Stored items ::
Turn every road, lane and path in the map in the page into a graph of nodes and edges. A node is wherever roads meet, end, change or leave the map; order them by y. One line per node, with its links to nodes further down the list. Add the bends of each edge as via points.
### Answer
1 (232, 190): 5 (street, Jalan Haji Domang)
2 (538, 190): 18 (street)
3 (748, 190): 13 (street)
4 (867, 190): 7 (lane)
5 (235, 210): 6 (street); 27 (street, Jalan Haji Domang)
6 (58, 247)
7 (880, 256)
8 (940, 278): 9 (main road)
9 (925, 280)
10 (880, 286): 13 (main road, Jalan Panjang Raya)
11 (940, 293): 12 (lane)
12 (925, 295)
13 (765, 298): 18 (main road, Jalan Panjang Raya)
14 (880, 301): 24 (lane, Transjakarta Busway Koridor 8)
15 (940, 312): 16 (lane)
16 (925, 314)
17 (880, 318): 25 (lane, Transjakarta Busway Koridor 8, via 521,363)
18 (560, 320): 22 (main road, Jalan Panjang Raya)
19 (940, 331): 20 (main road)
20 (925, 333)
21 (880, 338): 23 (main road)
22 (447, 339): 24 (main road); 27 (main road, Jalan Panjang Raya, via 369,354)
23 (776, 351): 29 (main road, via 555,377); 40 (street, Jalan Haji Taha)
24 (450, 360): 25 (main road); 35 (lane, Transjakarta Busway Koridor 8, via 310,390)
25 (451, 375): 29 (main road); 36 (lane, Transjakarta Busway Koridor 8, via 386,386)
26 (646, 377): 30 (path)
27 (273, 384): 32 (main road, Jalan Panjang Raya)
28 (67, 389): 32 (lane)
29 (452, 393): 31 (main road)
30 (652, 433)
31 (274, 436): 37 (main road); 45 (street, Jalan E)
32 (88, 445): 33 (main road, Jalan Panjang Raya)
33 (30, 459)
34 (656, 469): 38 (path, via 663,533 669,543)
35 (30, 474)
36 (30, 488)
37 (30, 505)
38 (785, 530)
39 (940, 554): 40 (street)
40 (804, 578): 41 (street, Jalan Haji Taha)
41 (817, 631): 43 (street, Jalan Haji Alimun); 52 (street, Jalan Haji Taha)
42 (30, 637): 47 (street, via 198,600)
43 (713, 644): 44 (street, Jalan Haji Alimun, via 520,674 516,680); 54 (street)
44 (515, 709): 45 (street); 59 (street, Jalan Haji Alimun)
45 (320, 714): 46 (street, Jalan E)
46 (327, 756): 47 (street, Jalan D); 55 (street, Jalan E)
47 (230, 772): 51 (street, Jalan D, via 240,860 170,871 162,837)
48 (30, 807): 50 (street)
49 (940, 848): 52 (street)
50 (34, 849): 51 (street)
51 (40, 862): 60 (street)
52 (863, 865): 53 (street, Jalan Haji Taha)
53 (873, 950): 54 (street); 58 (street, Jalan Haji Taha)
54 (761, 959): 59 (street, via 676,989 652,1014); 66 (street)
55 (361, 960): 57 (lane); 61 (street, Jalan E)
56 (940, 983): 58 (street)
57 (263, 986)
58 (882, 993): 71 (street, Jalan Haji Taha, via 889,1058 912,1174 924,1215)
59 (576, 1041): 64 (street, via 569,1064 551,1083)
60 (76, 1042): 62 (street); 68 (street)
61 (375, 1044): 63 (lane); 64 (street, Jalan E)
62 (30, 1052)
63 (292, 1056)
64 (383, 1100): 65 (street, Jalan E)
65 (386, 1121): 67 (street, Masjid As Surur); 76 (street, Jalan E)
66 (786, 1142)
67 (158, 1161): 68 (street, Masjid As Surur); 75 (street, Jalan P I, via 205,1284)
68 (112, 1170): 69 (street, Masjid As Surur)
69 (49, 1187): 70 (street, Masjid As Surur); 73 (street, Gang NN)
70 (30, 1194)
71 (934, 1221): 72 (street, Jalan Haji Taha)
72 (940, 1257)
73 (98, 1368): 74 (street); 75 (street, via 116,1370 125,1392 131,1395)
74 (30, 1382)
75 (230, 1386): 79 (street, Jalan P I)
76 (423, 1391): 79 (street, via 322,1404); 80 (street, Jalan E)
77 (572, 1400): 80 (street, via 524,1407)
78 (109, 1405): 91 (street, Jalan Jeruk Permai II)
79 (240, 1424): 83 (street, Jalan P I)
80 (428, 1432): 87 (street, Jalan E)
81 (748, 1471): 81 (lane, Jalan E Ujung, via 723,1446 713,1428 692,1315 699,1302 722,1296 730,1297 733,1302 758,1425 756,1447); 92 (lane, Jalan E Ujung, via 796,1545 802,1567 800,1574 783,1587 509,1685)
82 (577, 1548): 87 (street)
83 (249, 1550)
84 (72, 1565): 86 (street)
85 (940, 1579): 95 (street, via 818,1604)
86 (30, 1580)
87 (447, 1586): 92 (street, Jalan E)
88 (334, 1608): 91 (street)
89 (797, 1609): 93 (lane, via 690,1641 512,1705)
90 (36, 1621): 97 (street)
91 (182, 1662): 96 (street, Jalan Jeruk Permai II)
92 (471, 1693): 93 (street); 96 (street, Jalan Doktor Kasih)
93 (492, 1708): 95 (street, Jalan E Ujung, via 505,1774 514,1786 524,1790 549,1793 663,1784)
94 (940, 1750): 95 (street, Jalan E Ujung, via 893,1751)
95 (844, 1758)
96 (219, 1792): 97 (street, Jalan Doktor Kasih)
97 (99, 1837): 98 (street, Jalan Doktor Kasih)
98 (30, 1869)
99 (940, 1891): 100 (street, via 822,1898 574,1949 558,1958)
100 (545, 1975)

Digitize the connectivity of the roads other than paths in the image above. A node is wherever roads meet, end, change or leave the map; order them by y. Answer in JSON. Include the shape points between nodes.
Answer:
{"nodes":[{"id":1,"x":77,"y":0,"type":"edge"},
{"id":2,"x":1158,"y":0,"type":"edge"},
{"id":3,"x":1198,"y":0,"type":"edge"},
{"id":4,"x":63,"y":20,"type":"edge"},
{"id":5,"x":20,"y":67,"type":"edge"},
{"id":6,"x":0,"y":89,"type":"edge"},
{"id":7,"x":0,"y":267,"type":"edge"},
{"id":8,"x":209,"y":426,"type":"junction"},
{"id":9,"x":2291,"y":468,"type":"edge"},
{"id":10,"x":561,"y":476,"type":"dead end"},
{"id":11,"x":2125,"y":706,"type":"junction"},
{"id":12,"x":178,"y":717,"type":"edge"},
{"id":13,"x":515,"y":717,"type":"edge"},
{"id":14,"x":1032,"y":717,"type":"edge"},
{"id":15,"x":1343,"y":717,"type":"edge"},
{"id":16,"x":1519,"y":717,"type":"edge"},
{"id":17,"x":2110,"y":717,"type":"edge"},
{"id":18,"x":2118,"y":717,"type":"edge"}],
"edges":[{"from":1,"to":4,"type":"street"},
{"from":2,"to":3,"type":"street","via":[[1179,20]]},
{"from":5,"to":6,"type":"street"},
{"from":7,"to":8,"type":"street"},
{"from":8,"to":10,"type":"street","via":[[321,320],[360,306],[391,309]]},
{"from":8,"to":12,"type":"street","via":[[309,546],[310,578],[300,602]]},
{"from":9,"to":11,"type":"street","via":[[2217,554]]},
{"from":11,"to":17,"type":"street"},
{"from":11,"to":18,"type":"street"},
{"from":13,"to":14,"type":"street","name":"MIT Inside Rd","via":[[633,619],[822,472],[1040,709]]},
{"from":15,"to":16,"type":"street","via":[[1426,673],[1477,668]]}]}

WHAT TO DO :: The entries above are to be transcribed in full and without error.

WORKED SOLUTION ::
Turn every road, lane and path in the map in the page into a graph of nodes and edges. A node is wherever roads meet, end, change or leave the map; order them by y. One line per node, with its links to nodes further down the list. Add the bends of each edge as via points.
### Answer
1 (232, 190): 5 (street, Jalan Haji Domang)
2 (538, 190): 18 (street)
3 (748, 190): 13 (street)
4 (867, 190): 7 (lane)
5 (235, 210): 6 (street); 27 (street, Jalan Haji Domang)
6 (58, 247)
7 (880, 256)
8 (940, 278): 9 (main road)
9 (925, 280)
10 (880, 286): 13 (main road, Jalan Panjang Raya)
11 (940, 293): 12 (lane)
12 (925, 295)
13 (765, 298): 18 (main road, Jalan Panjang Raya)
14 (880, 301): 24 (lane, Transjakarta Busway Koridor 8)
15 (940, 312): 16 (lane)
16 (925, 314)
17 (880, 318): 25 (lane, Transjakarta Busway Koridor 8, via 521,363)
18 (560, 320): 22 (main road, Jalan Panjang Raya)
19 (940, 331): 20 (main road)
20 (925, 333)
21 (880, 338): 23 (main road)
22 (447, 339): 24 (main road); 27 (main road, Jalan Panjang Raya, via 369,354)
23 (776, 351): 29 (main road, via 555,377); 40 (street, Jalan Haji Taha)
24 (450, 360): 25 (main road); 35 (lane, Transjakarta Busway Koridor 8, via 310,390)
25 (451, 375): 29 (main road); 36 (lane, Transjakarta Busway Koridor 8, via 386,386)
26 (646, 377): 30 (path)
27 (273, 384): 32 (main road, Jalan Panjang Raya)
28 (67, 389): 32 (lane)
29 (452, 393): 31 (main road)
30 (652, 433)
31 (274, 436): 37 (main road); 45 (street, Jalan E)
32 (88, 445): 33 (main road, Jalan Panjang Raya)
33 (30, 459)
34 (656, 469): 38 (path, via 663,533 669,543)
35 (30, 474)
36 (30, 488)
37 (30, 505)
38 (785, 530)
39 (940, 554): 40 (street)
40 (804, 578): 41 (street, Jalan Haji Taha)
41 (817, 631): 43 (street, Jalan Haji Alimun); 52 (street, Jalan Haji Taha)
42 (30, 637): 47 (street, via 198,600)
43 (713, 644): 44 (street, Jalan Haji Alimun, via 520,674 516,680); 54 (street)
44 (515, 709): 45 (street); 59 (street, Jalan Haji Alimun)
45 (320, 714): 46 (street, Jalan E)
46 (327, 756): 47 (street, Jalan D); 55 (street, Jalan E)
47 (230, 772): 51 (street, Jalan D, via 240,860 170,871 162,837)
48 (30, 807): 50 (street)
49 (940, 848): 52 (street)
50 (34, 849): 51 (street)
51 (40, 862): 60 (street)
52 (863, 865): 53 (street, Jalan Haji Taha)
53 (873, 950): 54 (street); 58 (street, Jalan Haji Taha)
54 (761, 959): 59 (street, via 676,989 652,1014); 66 (street)
55 (361, 960): 57 (lane); 61 (street, Jalan E)
56 (940, 983): 58 (street)
57 (263, 986)
58 (882, 993): 71 (street, Jalan Haji Taha, via 889,1058 912,1174 924,1215)
59 (576, 1041): 64 (street, via 569,1064 551,1083)
60 (76, 1042): 62 (street); 68 (street)
61 (375, 1044): 63 (lane); 64 (street, Jalan E)
62 (30, 1052)
63 (292, 1056)
64 (383, 1100): 65 (street, Jalan E)
65 (386, 1121): 67 (street, Masjid As Surur); 76 (street, Jalan E)
66 (786, 1142)
67 (158, 1161): 68 (street, Masjid As Surur); 75 (street, Jalan P I, via 205,1284)
68 (112, 1170): 69 (street, Masjid As Surur)
69 (49, 1187): 70 (street, Masjid As Surur); 73 (street, Gang NN)
70 (30, 1194)
71 (934, 1221): 72 (street, Jalan Haji Taha)
72 (940, 1257)
73 (98, 1368): 74 (street); 75 (street, via 116,1370 125,1392 131,1395)
74 (30, 1382)
75 (230, 1386): 79 (street, Jalan P I)
76 (423, 1391): 79 (street, via 322,1404); 80 (street, Jalan E)
77 (572, 1400): 80 (street, via 524,1407)
78 (109, 1405): 91 (street, Jalan Jeruk Permai II)
79 (240, 1424): 83 (street, Jalan P I)
80 (428, 1432): 87 (street, Jalan E)
81 (748, 1471): 81 (lane, Jalan E Ujung, via 723,1446 713,1428 692,1315 699,1302 722,1296 730,1297 733,1302 758,1425 756,1447); 92 (lane, Jalan E Ujung, via 796,1545 802,1567 800,1574 783,1587 509,1685)
82 (577, 1548): 87 (street)
83 (249, 1550)
84 (72, 1565): 86 (street)
85 (940, 1579): 95 (street, via 818,1604)
86 (30, 1580)
87 (447, 1586): 92 (street, Jalan E)
88 (334, 1608): 91 (street)
89 (797, 1609): 93 (lane, via 690,1641 512,1705)
90 (36, 1621): 97 (street)
91 (182, 1662): 96 (street, Jalan Jeruk Permai II)
92 (471, 1693): 93 (street); 96 (street, Jalan Doktor Kasih)
93 (492, 1708): 95 (street, Jalan E Ujung, via 505,1774 514,1786 524,1790 549,1793 663,1784)
94 (940, 1750): 95 (street, Jalan E Ujung, via 893,1751)
95 (844, 1758)
96 (219, 1792): 97 (street, Jalan Doktor Kasih)
97 (99, 1837): 98 (street, Jalan Doktor Kasih)
98 (30, 1869)
99 (940, 1891): 100 (street, via 822,1898 574,1949 558,1958)
100 (545, 1975)

Digitize the connectivity of the roads other than paths in the image above. A node is wherever roads meet, end, change or leave the map; order them by y. Answer in JSON. Include the shape points between nodes.
Answer:
{"nodes":[{"id":1,"x":77,"y":0,"type":"edge"},
{"id":2,"x":1158,"y":0,"type":"edge"},
{"id":3,"x":1198,"y":0,"type":"edge"},
{"id":4,"x":63,"y":20,"type":"edge"},
{"id":5,"x":20,"y":67,"type":"edge"},
{"id":6,"x":0,"y":89,"type":"edge"},
{"id":7,"x":0,"y":267,"type":"edge"},
{"id":8,"x":209,"y":426,"type":"junction"},
{"id":9,"x":2291,"y":468,"type":"edge"},
{"id":10,"x":561,"y":476,"type":"dead end"},
{"id":11,"x":2125,"y":706,"type":"junction"},
{"id":12,"x":178,"y":717,"type":"edge"},
{"id":13,"x":515,"y":717,"type":"edge"},
{"id":14,"x":1032,"y":717,"type":"edge"},
{"id":15,"x":1343,"y":717,"type":"edge"},
{"id":16,"x":1519,"y":717,"type":"edge"},
{"id":17,"x":2110,"y":717,"type":"edge"},
{"id":18,"x":2118,"y":717,"type":"edge"}],
"edges":[{"from":1,"to":4,"type":"street"},
{"from":2,"to":3,"type":"street","via":[[1179,20]]},
{"from":5,"to":6,"type":"street"},
{"from":7,"to":8,"type":"street"},
{"from":8,"to":10,"type":"street","via":[[321,320],[360,306],[391,309]]},
{"from":8,"to":12,"type":"street","via":[[309,546],[310,578],[300,602]]},
{"from":9,"to":11,"type":"street","via":[[2217,554]]},
{"from":11,"to":17,"type":"street"},
{"from":11,"to":18,"type":"street"},
{"from":13,"to":14,"type":"street","name":"MIT Inside Rd","via":[[633,619],[822,472],[1040,709]]},
{"from":15,"to":16,"type":"street","via":[[1426,673],[1477,668]]}]}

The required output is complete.